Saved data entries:
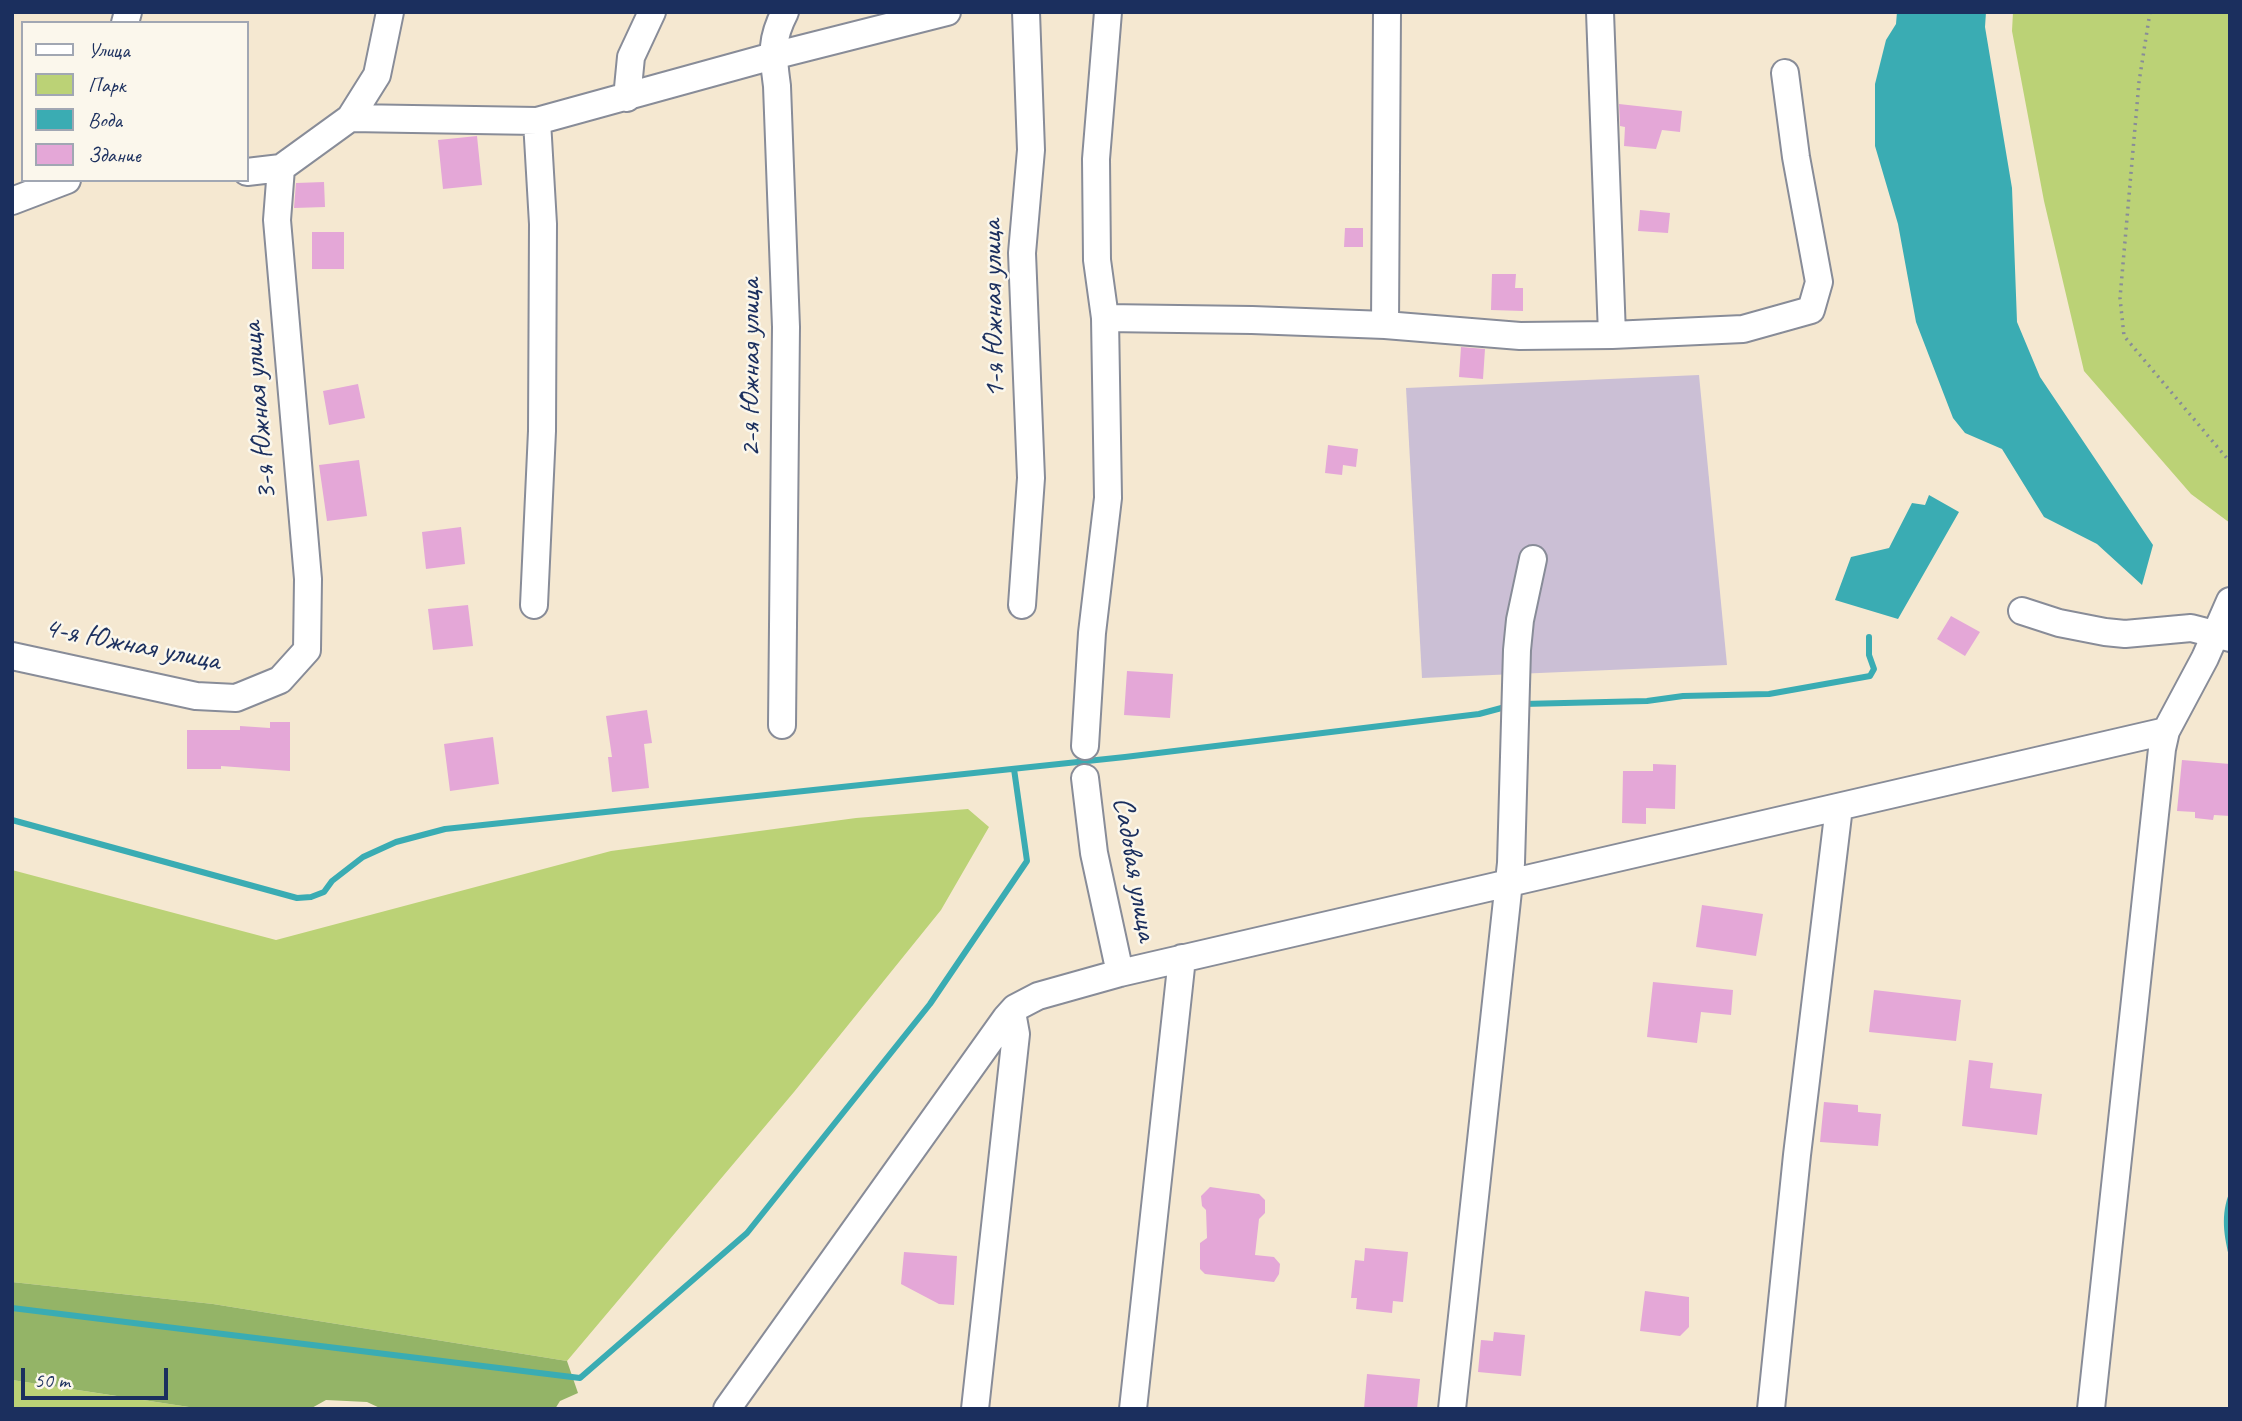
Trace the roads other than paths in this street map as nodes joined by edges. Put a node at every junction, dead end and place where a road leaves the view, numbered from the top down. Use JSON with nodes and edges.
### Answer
{"nodes":[{"id":1,"x":390,"y":12,"type":"edge"},
{"id":2,"x":652,"y":12,"type":"edge"},
{"id":3,"x":785,"y":12,"type":"edge"},
{"id":4,"x":947,"y":12,"type":"edge"},
{"id":5,"x":1026,"y":12,"type":"edge"},
{"id":6,"x":1108,"y":12,"type":"edge"},
{"id":7,"x":1387,"y":12,"type":"edge"},
{"id":8,"x":1600,"y":12,"type":"edge"},
{"id":9,"x":773,"y":56,"type":"junction"},
{"id":10,"x":1785,"y":73,"type":"dead end"},
{"id":11,"x":627,"y":98,"type":"junction"},
{"id":12,"x":350,"y":118,"type":"junction"},
{"id":13,"x":537,"y":121,"type":"junction"},
{"id":14,"x":281,"y":168,"type":"junction"},
{"id":15,"x":248,"y":172,"type":"edge"},
{"id":16,"x":62,"y":182,"type":"edge"},
{"id":17,"x":12,"y":201,"type":"edge"},
{"id":18,"x":1105,"y":318,"type":"junction"},
{"id":19,"x":1385,"y":325,"type":"junction"},
{"id":20,"x":1612,"y":335,"type":"junction"},
{"id":21,"x":1533,"y":559,"type":"dead end"},
{"id":22,"x":2230,"y":601,"type":"edge"},
{"id":23,"x":534,"y":605,"type":"dead end"},
{"id":24,"x":1022,"y":605,"type":"dead end"},
{"id":25,"x":2022,"y":611,"type":"dead end"},
{"id":26,"x":2222,"y":636,"type":"edge"},
{"id":27,"x":307,"y":650,"type":"joint"},
{"id":28,"x":12,"y":656,"type":"edge"},
{"id":29,"x":782,"y":725,"type":"dead end"},
{"id":30,"x":2166,"y":731,"type":"junction"},
{"id":31,"x":1085,"y":746,"type":"dead end"},
{"id":32,"x":1085,"y":778,"type":"dead end"},
{"id":33,"x":1839,"y":807,"type":"junction"},
{"id":34,"x":1509,"y":883,"type":"junction"},
{"id":35,"x":1182,"y":958,"type":"junction"},
{"id":36,"x":1120,"y":973,"type":"junction"},
{"id":37,"x":1012,"y":1012,"type":"junction"},
{"id":38,"x":727,"y":1409,"type":"edge"},
{"id":39,"x":975,"y":1409,"type":"edge"},
{"id":40,"x":1133,"y":1409,"type":"edge"},
{"id":41,"x":1452,"y":1409,"type":"edge"},
{"id":42,"x":1771,"y":1409,"type":"edge"},
{"id":43,"x":2091,"y":1409,"type":"edge"}],
"edges":[{"from":1,"to":12,"type":"street"},
{"from":2,"to":11,"type":"street"},
{"from":3,"to":9,"type":"street","name":"2-я Южная улица"},
{"from":4,"to":9,"type":"street"},
{"from":5,"to":24,"type":"street","name":"1-я Южная улица"},
{"from":6,"to":18,"type":"street"},
{"from":7,"to":19,"type":"street"},
{"from":8,"to":20,"type":"street"},
{"from":9,"to":11,"type":"street"},
{"from":9,"to":29,"type":"street","name":"2-я Южная улица"},
{"from":10,"to":20,"type":"street"},
{"from":11,"to":13,"type":"street"},
{"from":12,"to":13,"type":"street"},
{"from":12,"to":14,"type":"street"},
{"from":13,"to":23,"type":"street"},
{"from":14,"to":15,"type":"street"},
{"from":14,"to":27,"type":"street","name":"3-я Южная улица"},
{"from":16,"to":17,"type":"street"},
{"from":18,"to":19,"type":"street"},
{"from":18,"to":31,"type":"street"},
{"from":19,"to":20,"type":"street"},
{"from":21,"to":34,"type":"street"},
{"from":22,"to":26,"type":"street"},
{"from":25,"to":26,"type":"street"},
{"from":26,"to":30,"type":"street"},
{"from":27,"to":28,"type":"street","name":"4-я Южная улица"},
{"from":30,"to":33,"type":"street"},
{"from":30,"to":43,"type":"street"},
{"from":32,"to":36,"type":"street","name":"Садовая улица"},
{"from":33,"to":34,"type":"street"},
{"from":33,"to":42,"type":"street"},
{"from":34,"to":35,"type":"street"},
{"from":34,"to":41,"type":"street"},
{"from":35,"to":36,"type":"street"},
{"from":35,"to":40,"type":"street"},
{"from":36,"to":37,"type":"street"},
{"from":37,"to":38,"type":"street"},
{"from":37,"to":39,"type":"street"}]}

▶ Activity
Give back every record above word for word, dropping pictures.

▶ Solution for this problem
Trace the roads other than paths in this street map as nodes joined by edges. Put a node at every junction, dead end and place where a road leaves the view, numbered from the top down. Use JSON with nodes and edges.
### Answer
{"nodes":[{"id":1,"x":390,"y":12,"type":"edge"},
{"id":2,"x":652,"y":12,"type":"edge"},
{"id":3,"x":785,"y":12,"type":"edge"},
{"id":4,"x":947,"y":12,"type":"edge"},
{"id":5,"x":1026,"y":12,"type":"edge"},
{"id":6,"x":1108,"y":12,"type":"edge"},
{"id":7,"x":1387,"y":12,"type":"edge"},
{"id":8,"x":1600,"y":12,"type":"edge"},
{"id":9,"x":773,"y":56,"type":"junction"},
{"id":10,"x":1785,"y":73,"type":"dead end"},
{"id":11,"x":627,"y":98,"type":"junction"},
{"id":12,"x":350,"y":118,"type":"junction"},
{"id":13,"x":537,"y":121,"type":"junction"},
{"id":14,"x":281,"y":168,"type":"junction"},
{"id":15,"x":248,"y":172,"type":"edge"},
{"id":16,"x":62,"y":182,"type":"edge"},
{"id":17,"x":12,"y":201,"type":"edge"},
{"id":18,"x":1105,"y":318,"type":"junction"},
{"id":19,"x":1385,"y":325,"type":"junction"},
{"id":20,"x":1612,"y":335,"type":"junction"},
{"id":21,"x":1533,"y":559,"type":"dead end"},
{"id":22,"x":2230,"y":601,"type":"edge"},
{"id":23,"x":534,"y":605,"type":"dead end"},
{"id":24,"x":1022,"y":605,"type":"dead end"},
{"id":25,"x":2022,"y":611,"type":"dead end"},
{"id":26,"x":2222,"y":636,"type":"edge"},
{"id":27,"x":307,"y":650,"type":"joint"},
{"id":28,"x":12,"y":656,"type":"edge"},
{"id":29,"x":782,"y":725,"type":"dead end"},
{"id":30,"x":2166,"y":731,"type":"junction"},
{"id":31,"x":1085,"y":746,"type":"dead end"},
{"id":32,"x":1085,"y":778,"type":"dead end"},
{"id":33,"x":1839,"y":807,"type":"junction"},
{"id":34,"x":1509,"y":883,"type":"junction"},
{"id":35,"x":1182,"y":958,"type":"junction"},
{"id":36,"x":1120,"y":973,"type":"junction"},
{"id":37,"x":1012,"y":1012,"type":"junction"},
{"id":38,"x":727,"y":1409,"type":"edge"},
{"id":39,"x":975,"y":1409,"type":"edge"},
{"id":40,"x":1133,"y":1409,"type":"edge"},
{"id":41,"x":1452,"y":1409,"type":"edge"},
{"id":42,"x":1771,"y":1409,"type":"edge"},
{"id":43,"x":2091,"y":1409,"type":"edge"}],
"edges":[{"from":1,"to":12,"type":"street"},
{"from":2,"to":11,"type":"street"},
{"from":3,"to":9,"type":"street","name":"2-я Южная улица"},
{"from":4,"to":9,"type":"street"},
{"from":5,"to":24,"type":"street","name":"1-я Южная улица"},
{"from":6,"to":18,"type":"street"},
{"from":7,"to":19,"type":"street"},
{"from":8,"to":20,"type":"street"},
{"from":9,"to":11,"type":"street"},
{"from":9,"to":29,"type":"street","name":"2-я Южная улица"},
{"from":10,"to":20,"type":"street"},
{"from":11,"to":13,"type":"street"},
{"from":12,"to":13,"type":"street"},
{"from":12,"to":14,"type":"street"},
{"from":13,"to":23,"type":"street"},
{"from":14,"to":15,"type":"street"},
{"from":14,"to":27,"type":"street","name":"3-я Южная улица"},
{"from":16,"to":17,"type":"street"},
{"from":18,"to":19,"type":"street"},
{"from":18,"to":31,"type":"street"},
{"from":19,"to":20,"type":"street"},
{"from":21,"to":34,"type":"street"},
{"from":22,"to":26,"type":"street"},
{"from":25,"to":26,"type":"street"},
{"from":26,"to":30,"type":"street"},
{"from":27,"to":28,"type":"street","name":"4-я Южная улица"},
{"from":30,"to":33,"type":"street"},
{"from":30,"to":43,"type":"street"},
{"from":32,"to":36,"type":"street","name":"Садовая улица"},
{"from":33,"to":34,"type":"street"},
{"from":33,"to":42,"type":"street"},
{"from":34,"to":35,"type":"street"},
{"from":34,"to":41,"type":"street"},
{"from":35,"to":36,"type":"street"},
{"from":35,"to":40,"type":"street"},
{"from":36,"to":37,"type":"street"},
{"from":37,"to":38,"type":"street"},
{"from":37,"to":39,"type":"street"}]}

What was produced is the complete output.